柳風穩住身形趕緊出掌,他簡直就像不要命一般,出掌毫無章法,只要能打到未卜程前他就滿意了,可越是沒有章法,破綻越多,每一次都被未卜程前給擊退了,那柳風似乎發狂了一般,朝著未卜程前便撲了過來。
又是數掌之后,柳風雙手杵著膝蓋,大口的喘著氣,胸口卻在不停的滴血,未卜程前搖搖頭,上前一腳就把柳風踹在地上,然后一腳踩在他的胸口,問道:“怎么樣?被人踩在腳底下是不是很生氣?是不是更無奈?你不是我的對手,我若殺你簡直就像拍死一只蒼蠅。
不過呢,你很幸運,我現在還不想殺你,你太弱,殺了你會讓我沒有成就感,我給你一個機會,一個變強的機會,我這次放了你,等下次見到你的時候,我希望你能像個男人一樣被我擊倒,被我踩在腳下,滾”
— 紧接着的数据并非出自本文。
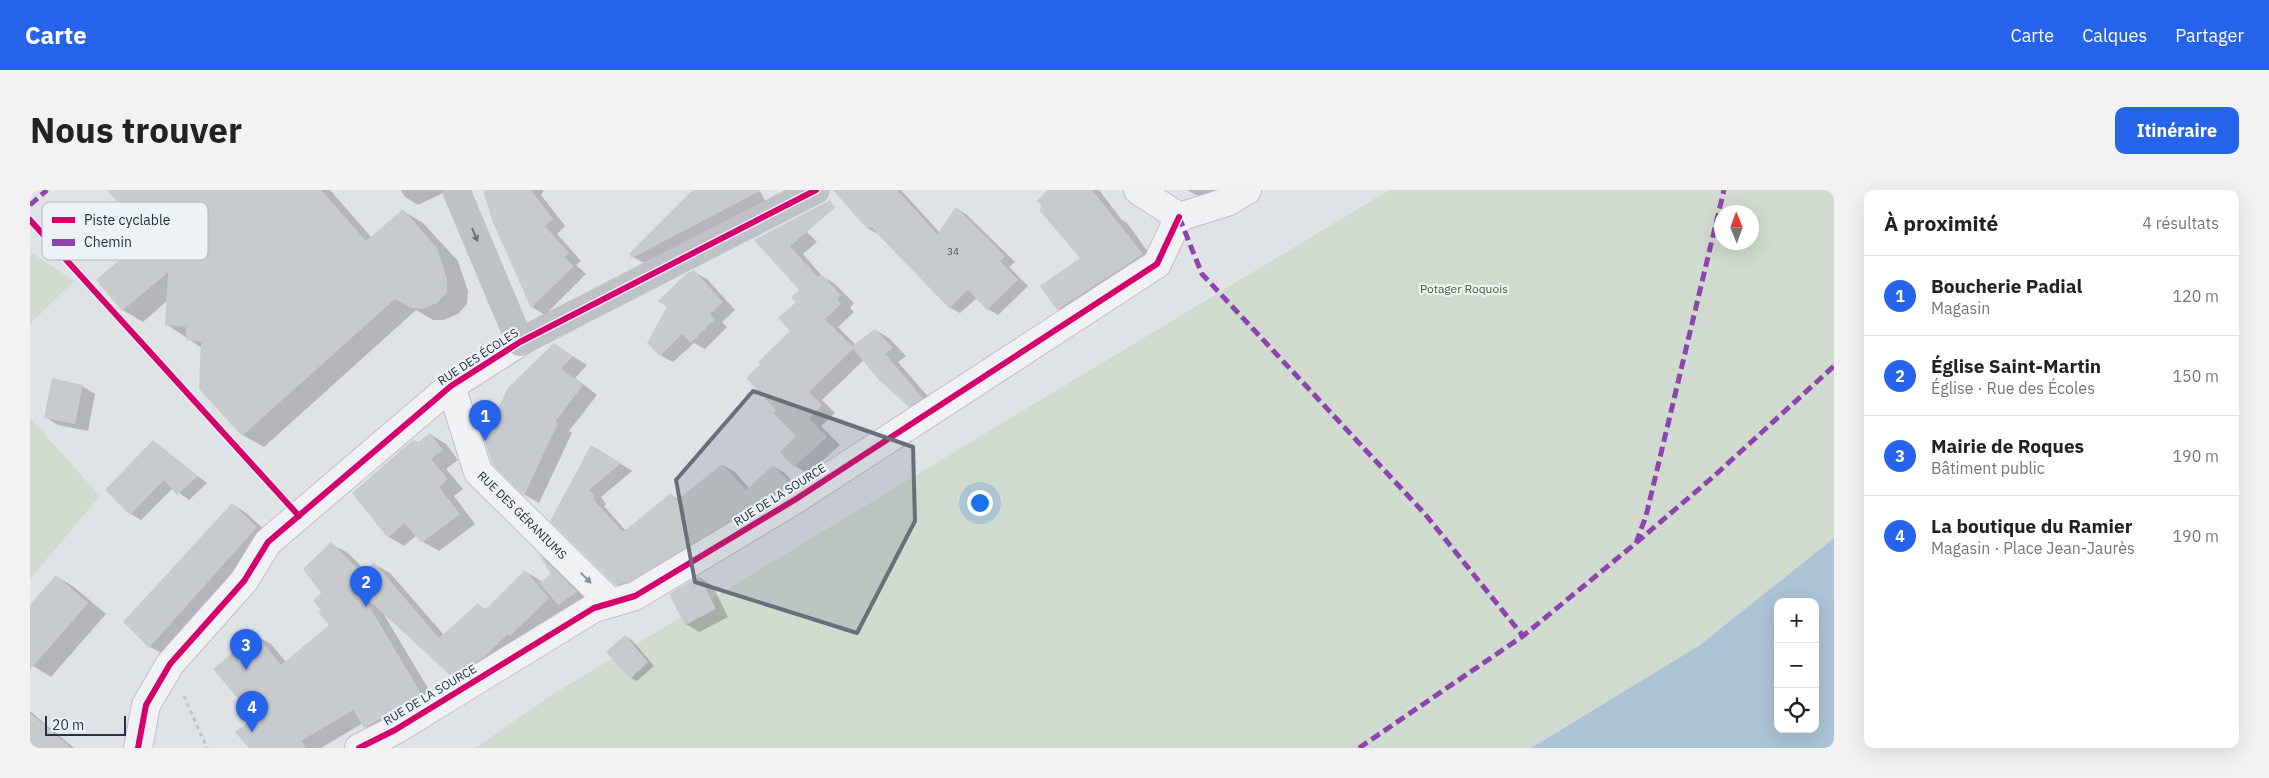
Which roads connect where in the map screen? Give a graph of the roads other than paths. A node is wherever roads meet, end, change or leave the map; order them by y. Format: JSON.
{"nodes":[{"id":1,"x":456,"y":190,"type":"edge"},
{"id":2,"x":816,"y":190,"type":"edge"},
{"id":3,"x":1138,"y":190,"type":"edge"},
{"id":4,"x":1247,"y":190,"type":"edge"},
{"id":5,"x":1178,"y":217,"type":"junction"},
{"id":6,"x":520,"y":342,"type":"junction"},
{"id":7,"x":451,"y":386,"type":"junction"},
{"id":8,"x":610,"y":603,"type":"junction"},
{"id":9,"x":138,"y":748,"type":"edge"},
{"id":10,"x":359,"y":748,"type":"edge"}],
"edges":[{"from":1,"to":6,"type":"street","one_way":true},
{"from":2,"to":6,"type":"street","name":"RUE DES ÉCOLES"},
{"from":3,"to":5,"type":"street"},
{"from":4,"to":5,"type":"street"},
{"from":5,"to":8,"type":"street","name":"RUE DE LA SOURCE"},
{"from":6,"to":7,"type":"street","name":"RUE DES ÉCOLES"},
{"from":7,"to":8,"type":"street","name":"RUE DES GÉRANIUMS","one_way":true},
{"from":7,"to":9,"type":"street","name":"RUE DES ÉCOLES"},
{"from":8,"to":10,"type":"street","name":"RUE DE LA SOURCE"}]}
柳風緩緩的站起來,看著未卜程前的背影吼道:“你們到底想要干什么?”
未卜程前頭都沒回:“等你變強了,你才有資格問我這句話。”
這句話柳風似乎聽誰說過,那聲音似乎還在耳邊,可如今未卜程前也說了這句話,柳風不明白,也不想明白,總之此時他是一個別人連動手都懶得動的人,柳風覺得自己很失望,發自內心的失望。
“難道只有變強才行嗎?”柳風對著天空怒吼,而未卜程前的聲音從遙遠的地方傳來:“別忘了北邙山,別忘了泥犁殿,別忘了許雙龍還活著,而且你還打不過他
柳風沒有回答,而是默默的走到了那些雜草叢生的地方,伸手就開始拔草,他一直拔著這些草,將本來雜草叢生的院落整理的平平整整的,然后就是清理那些門檐上的蛛網,偌大的院子被他整理的異常干凈。
然后柳風攙扶著坐在一邊的楚河來到一個房間,那是當時他自己住的房間,房間里面還是以前那樣的整潔,只是被褥上面落了一層薄薄的灰塵,柳風接著收拾,忙里忙外的,就是不發一言。
楚河看著他的身影,幾次欲言又止,等把這里都處理好了,柳風走到了楚河的面前,聲音異常的平靜:“你且住下,我還有事情要辦。”說著徑直的走到了門外。
馬兒已經被卸掉了馬車,柳風騎在馬背上一路飛奔,就好像在執行什么緊急的任務一般,沒過多久他已經到了影宗門外,高大的石門讓這里顯得很是氣派,他站在小公子的面前質問道:“你為什么要這么做?”
小公子見他前來似乎并不感覺意外,依然是那一副玩世不恭的模樣,她看著柳風眼中露出了一種難以明說的神態:“怎么?找我算賬來了?你是不是特別的恨我?是不是想殺了我?”
“殺你倒不至于,你告訴我為什么這么做?”柳風看著小公子的眼神簡直能冒出火。
小公子慘然一笑:“為什么?這你還要問嗎?我還不是為了你好,為了楚河好。”
“廢話,你這樣也叫為了我好,為了楚河好,她現在虛弱成這個樣子,你竟然在她最脆弱的時候用這種下三濫的手段,虧我是那么的信任你,把你當朋友,你卻說著是為我們好,你倒是和我解釋解釋。”柳風怒罵道。
可小公子卻依然那副模樣,冷冷的說道:“沒什么好解釋的,你若想殺我,現在就動手。”
說著小公子把眼睛一閉,像是等著柳風動手,柳風幾次握緊拳頭,可他卻沒有勇氣發起進攻,那是一種極其矛盾的心態,他對小公子的恨一點也不輸其他人,甚至比恨許雙龍和未卜程前還要更甚幾分,可他卻動不了手,柳風狠狠的放下拳頭,心中全是自責。